Septembre 2020, vue d’un pont mulhousien, dans la “cité des moulins”.

Sur le canal de l’Ill, les cygnes qui s’envolent envoient un signe : ces berges les rendent-ils plus malins ? Font-ils tourner d’invisibles moulins qu’on croyait muets, immobiles, inertes, mais qui surmontent vaillamment la perte ?

Première de couverture de l’ouvrage Une histoire de Mulhouse au fil de l’eau de
Françoise Hasson-Zundel, Editions Im’serson, 2020 : l’arbre de vie qui porta la grande époque
de l’impression sur papier ou sur indienne est ici placé dans la lumière d’un miroir.

C’est une eau vive qui fidèlement, à travers les allées désuètes, les années, anime la ville comme un aimant.

A la fin de cet ouvrage figure le plan de Mulhouse dressé par Merian.

Elle vient des montagnes, amenant la campagne dans la ville d’un geste généreux qui relève les quartiers ténébreux vers la pleine lumière de l’énergie première.

Square en face de la gare de Mulhouse-Dornach.

Elle nous mène plus haut sur les ailes des orages, mettant au jour les sursauts, les plus obstinés forages et des chants bien plus forts que les coups de la mort.

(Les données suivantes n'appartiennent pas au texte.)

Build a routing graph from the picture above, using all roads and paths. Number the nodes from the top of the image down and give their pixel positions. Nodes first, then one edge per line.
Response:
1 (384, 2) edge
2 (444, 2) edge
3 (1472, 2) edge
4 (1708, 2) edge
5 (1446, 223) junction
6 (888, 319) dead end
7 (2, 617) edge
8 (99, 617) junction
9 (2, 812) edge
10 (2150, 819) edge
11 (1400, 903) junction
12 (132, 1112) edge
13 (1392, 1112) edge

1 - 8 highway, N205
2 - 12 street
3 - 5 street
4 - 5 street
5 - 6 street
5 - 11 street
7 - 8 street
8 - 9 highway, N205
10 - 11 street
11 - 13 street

Article de L’ALSACE en date du 24 septembre 2020 : deux soirées durant à LA FILATURE,
Abd al Malik a rendu hommage à Mulhouse à travers les lettres adressées à leur ville
par ses habitants enthousiastes, lucides, reconnaissants.

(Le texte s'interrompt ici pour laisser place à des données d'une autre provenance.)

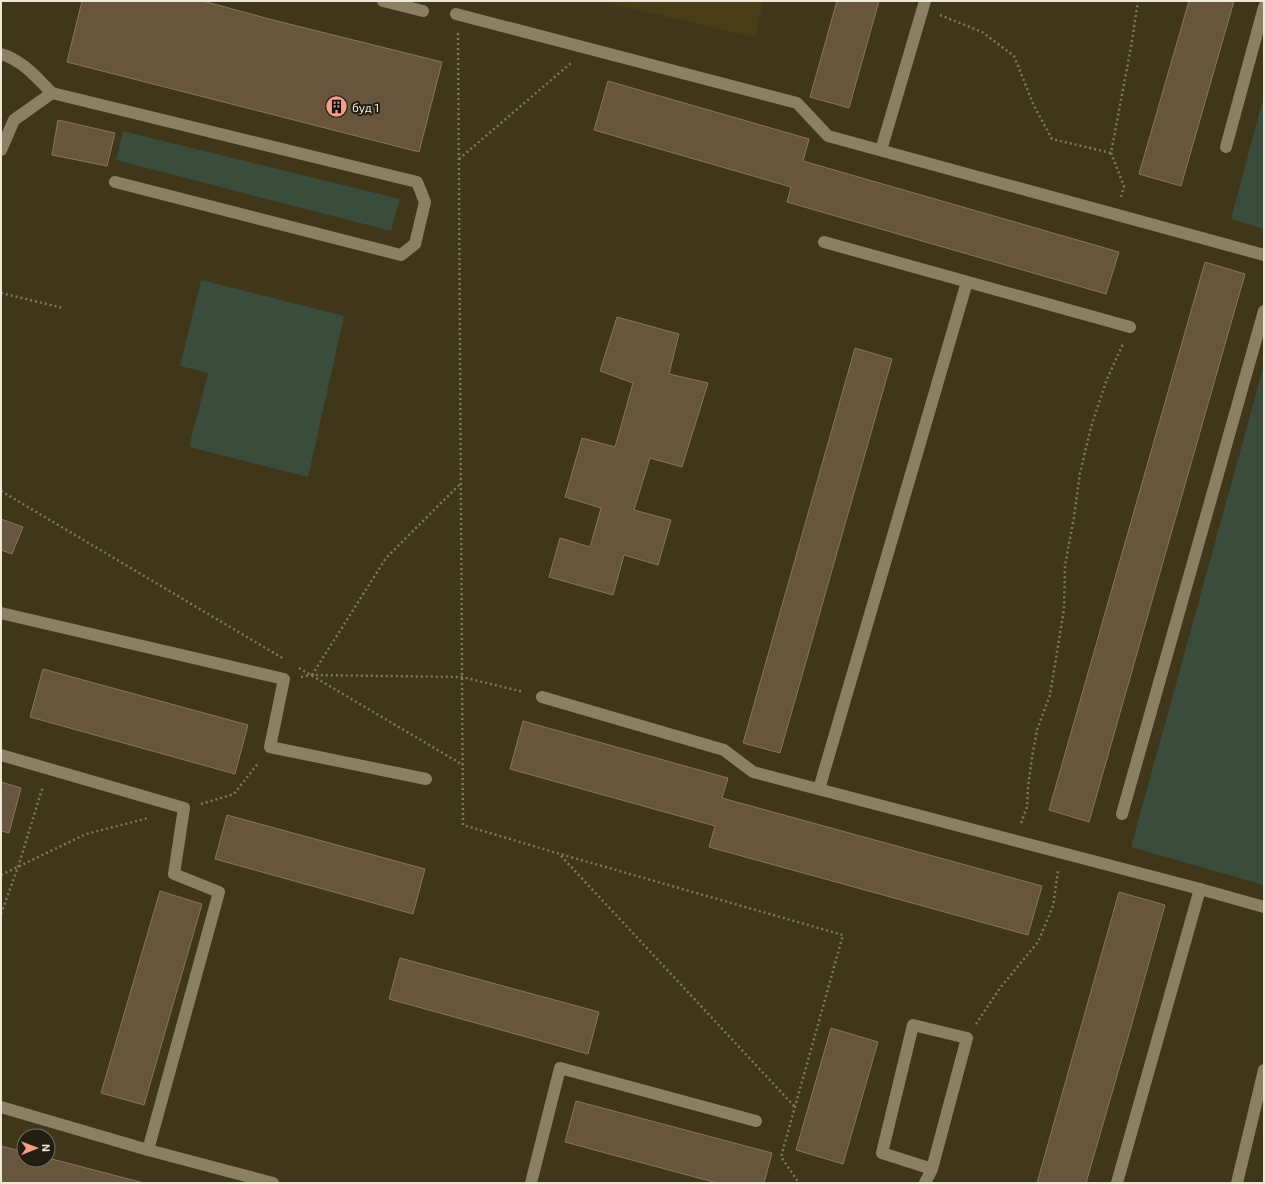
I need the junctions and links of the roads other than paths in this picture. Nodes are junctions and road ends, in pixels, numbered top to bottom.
1 (383, 1) edge
2 (924, 5) edge
3 (1264, 7) edge
4 (423, 11) dead end
5 (456, 14) road end
6 (1, 54) edge
7 (52, 93) junction
8 (1226, 147) dead end
9 (1, 150) edge
10 (881, 150) junction
11 (116, 182) dead end
12 (824, 242) dead end
13 (1264, 255) edge
14 (967, 282) junction
15 (1264, 311) edge
16 (1130, 327) road end
17 (1, 613) edge
18 (542, 697) road end
19 (1, 755) edge
20 (426, 779) dead end
21 (819, 789) junction
22 (1122, 814) dead end
23 (1200, 889) junction
24 (1264, 907) edge
25 (1264, 1070) edge
26 (1, 1107) edge
27 (756, 1121) dead end
28 (148, 1150) junction
29 (932, 1169) junction
30 (273, 1183) edge
31 (531, 1183) edge
32 (925, 1183) edge
33 (1117, 1183) edge
34 (1237, 1183) edge

1 - 4 street
2 - 10 street
3 - 8 street
5 - 10 street
6 - 7 street
7 - 9 street
7 - 11 street
10 - 13 street
12 - 14 street
14 - 16 street
14 - 21 street
15 - 22 street
17 - 20 street
18 - 21 street
19 - 28 street
21 - 23 street
23 - 24 street
23 - 33 street
25 - 34 street
26 - 28 street
27 - 31 street
28 - 30 street
29 - 29 street
29 - 32 street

Sur notre place des Victoires, qui donc se croirait plus malin ? Mais, poussés par le cours limpide du matin, travaillent humblement les moulins de la gloire…

France 2 à Mulhouse, reportage du 23 septembre 2020 : place des Victoires.

…simplement tissée de solidarité fraternelle et de responsabilité.

François Blanché en micro-trottoir à Mulhouse pour le 20h de France 2 le 23 septembre 2020.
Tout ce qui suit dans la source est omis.